Abstract:   (269 Views)
Background: Cancer remains a critical public health issue in India, with rising cases of breast cancer and cervical cancer. Accurate predictions and spatial analysis of cancer incidence are essential for shaping prevention strategies and targeting interventions in high-risk regions.
Methods: This study utilized a big data framework employing machine learning techniques from the SparkML library to predict cancer cases and analyze spatial distributions across Indian states from 2016 to 2021. Three machine learning models used Random Forest Regressor, Gradient Boosting Regressor, and Geographically Weighted Regression (GWR) were applied to the dataset. Spatial autocorrelation analysis used Moran’s I statistic to identify clustering patterns.

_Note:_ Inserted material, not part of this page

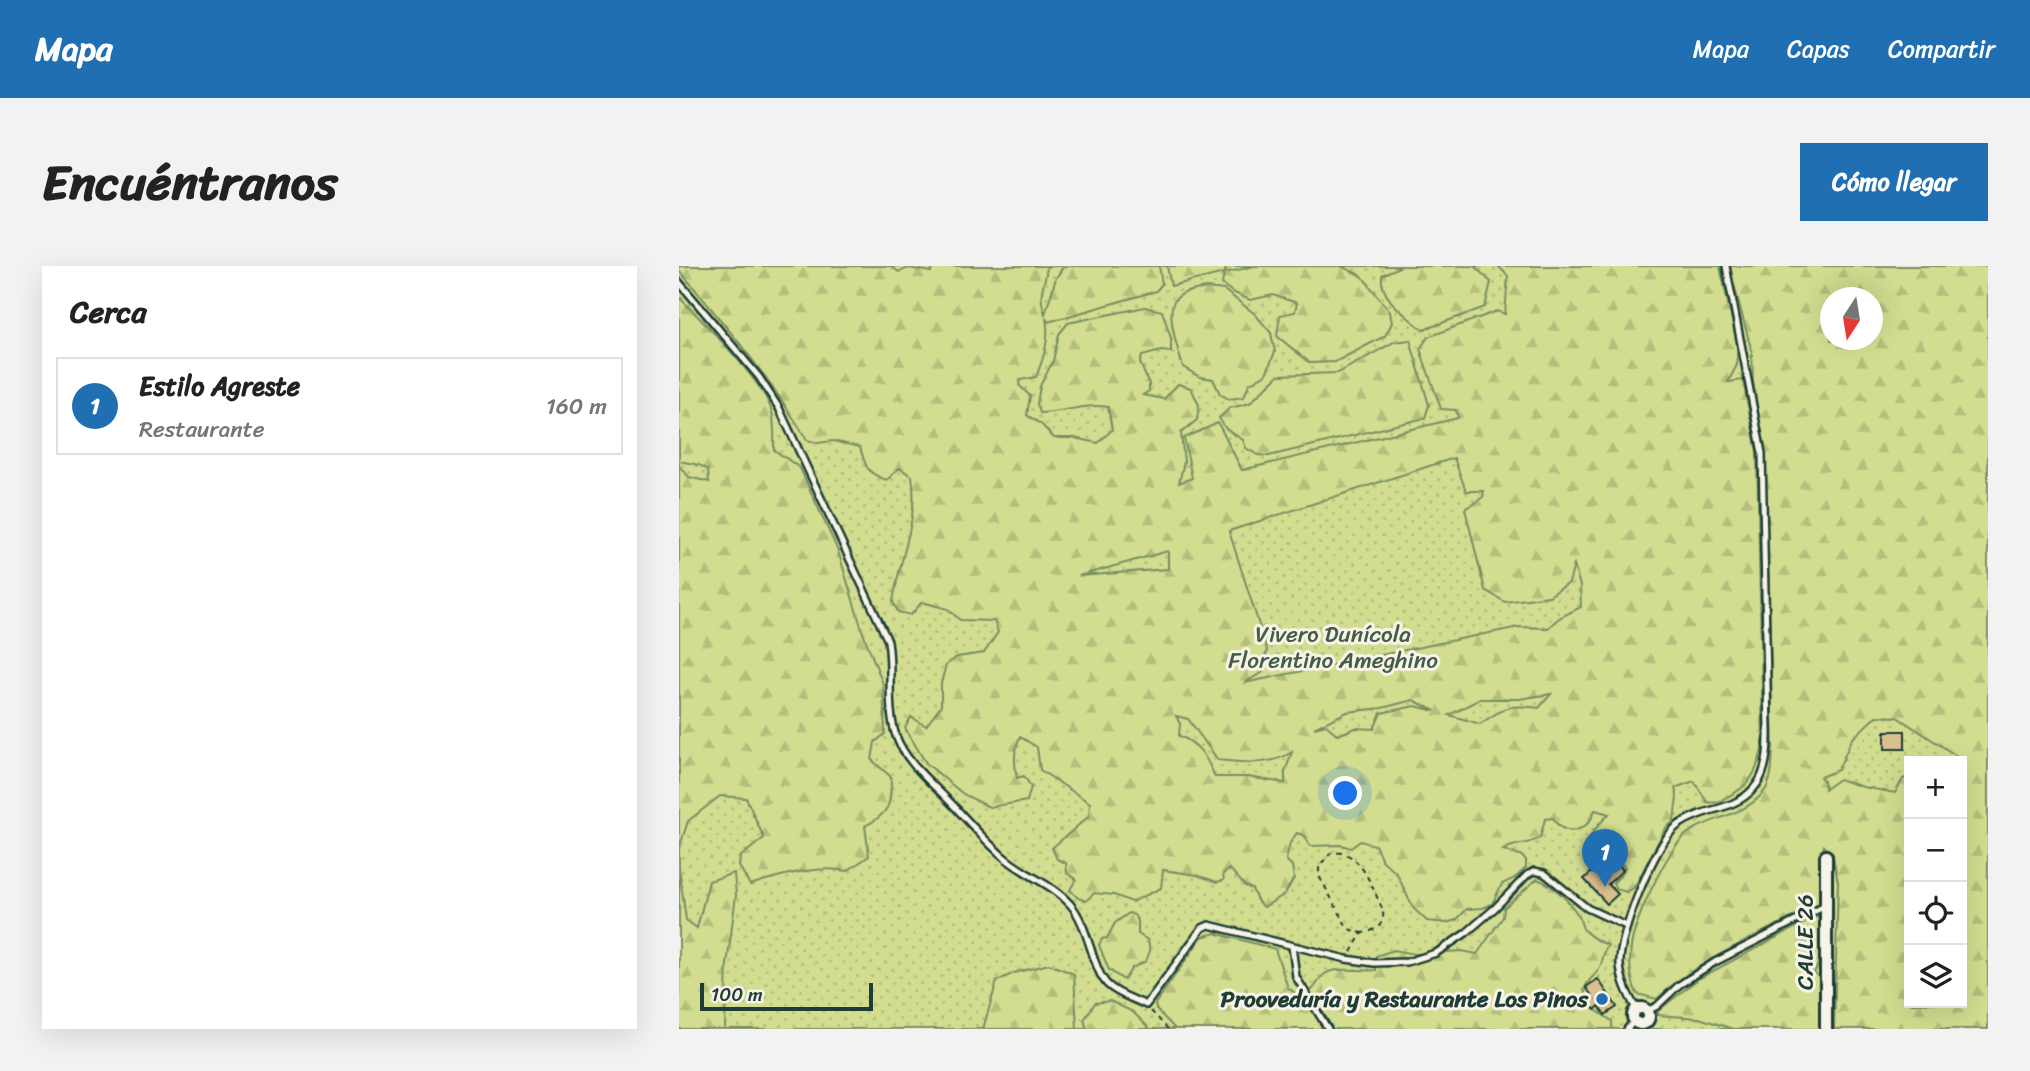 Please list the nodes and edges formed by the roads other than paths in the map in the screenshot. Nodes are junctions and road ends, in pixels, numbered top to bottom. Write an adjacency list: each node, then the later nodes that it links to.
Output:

Results: The spatial analysis revealed significant clustering of cancer cases, particularly in 2020, with a z-score of 2.23, a p-value of 0.02, and a Moran’s index of 0.15. Among the machine learning models, GWR achieved a predictive accuracy of 98% for both breast cancer and cervical cancer, while the Random Forest Regressor and Gradient Boosting Regressor achieved 95% and 97% accuracy, respectively, over the six-year period. Gradient Boosting outperformed other models in identifying key predictors and ensuring high predictive accuracy.
Conclusions: The findings highlight the efficacy of Gradient Boosting and GWR in predicting cancer incidence and analyzing spatial patterns. These models provide critical insights into cancer clustering and risk factors, supporting the development of targeted prevention strategies and policy interventions for high-risk regions in India. The results emphasize the utility of machine learning techniques in public health research and cancer control.
Full-Text [PDF 750 kb]   (216 Downloads)    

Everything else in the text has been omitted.